The Texas Chainsaw Massacre 2
Tobe Hooper’s sequel to Texas Chain Saw Massacre couldn’t be a more different movie than the original, but at the same time, it is totally reactionary to its predecessor. It’s so much bigger, so over-the-top, it’s a Texas Chainsaw Massacre for a very different decade. Everything in the eighties was about excess, so the sequel is bigger, gorier, and funnier than the first. Whenever the first one turned left, this one turns right, and that’s ultimately what makes it stand out.

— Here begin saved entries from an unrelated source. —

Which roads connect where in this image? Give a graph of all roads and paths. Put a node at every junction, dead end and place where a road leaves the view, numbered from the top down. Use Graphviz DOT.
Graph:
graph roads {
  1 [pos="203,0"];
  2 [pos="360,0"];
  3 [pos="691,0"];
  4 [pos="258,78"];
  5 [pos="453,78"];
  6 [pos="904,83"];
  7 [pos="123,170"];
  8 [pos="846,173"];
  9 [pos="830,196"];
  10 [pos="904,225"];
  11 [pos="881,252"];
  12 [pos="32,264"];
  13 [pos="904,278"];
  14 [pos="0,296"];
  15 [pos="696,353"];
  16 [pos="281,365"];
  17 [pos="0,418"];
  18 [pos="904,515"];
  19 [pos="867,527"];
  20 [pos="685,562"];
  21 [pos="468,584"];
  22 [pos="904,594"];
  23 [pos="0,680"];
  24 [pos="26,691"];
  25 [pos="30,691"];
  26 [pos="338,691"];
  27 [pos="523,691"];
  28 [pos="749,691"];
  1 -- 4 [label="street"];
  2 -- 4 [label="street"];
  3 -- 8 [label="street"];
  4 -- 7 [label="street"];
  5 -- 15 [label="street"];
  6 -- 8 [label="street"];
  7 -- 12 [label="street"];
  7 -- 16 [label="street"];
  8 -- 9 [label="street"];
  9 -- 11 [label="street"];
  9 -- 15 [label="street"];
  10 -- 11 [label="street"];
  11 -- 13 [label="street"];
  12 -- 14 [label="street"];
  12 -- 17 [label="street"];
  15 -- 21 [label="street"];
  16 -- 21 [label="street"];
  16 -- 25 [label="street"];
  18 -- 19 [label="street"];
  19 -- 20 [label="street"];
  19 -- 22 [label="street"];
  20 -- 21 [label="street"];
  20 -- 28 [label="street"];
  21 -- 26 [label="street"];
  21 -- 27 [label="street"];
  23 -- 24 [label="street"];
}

Friday the 13th Part VI: Jason Lives
Jason Lives may be a great horror comedy and a total deconstruction of its franchise, but it also never forgets to be a horror movie. That’s the real key to its success. Jason himself is never played for laughs and is actually creepy in this one. There’s a very thick, heavy atmosphere that is refreshing and only supplemented and strengthened by the often hilarious script.
Night of the Creeps
Night of the Creeps is such an entertaining, smart, well written piece that it kind of irks me that it only ever gets seen as a cheesy B-Movie. Of course it’s a B-movie but intentionally so. It’s also so much more. There are some great characters here, some honest relationships. It would be an engaging college comedy if the brain slug zombies never even showed up, but luckily they do.
Scream
Scream is a perfect example of a witty, very funny script that only makes an outright horror movie better. Scream is by no means a horror comedy. The opening scene alone is one of the scariest, most intense sequences in any horror film. But there’s great dialogue that feels effortlessly funny and a script that is so self-referential but never talks down to the genre or its fans.
An American Werewolf in London
An American Werewolf in London is not an outright horror comedy, despite what most people claim. It’s just a horror film that happens to be very, very funny and it is the perfect example of such. This is such a great, earnest, scary werewolf feature that is also hysterical. Those two ideas mesh as perfectly here as they ever have in the history of cinema. And the humor doesn’t just come from dead friend Jack. There are unexpectedly funny bits peppered all through the movie—with the theater scene being a particular stand-out—and it’s that very unexpectedness that makes them even funnier.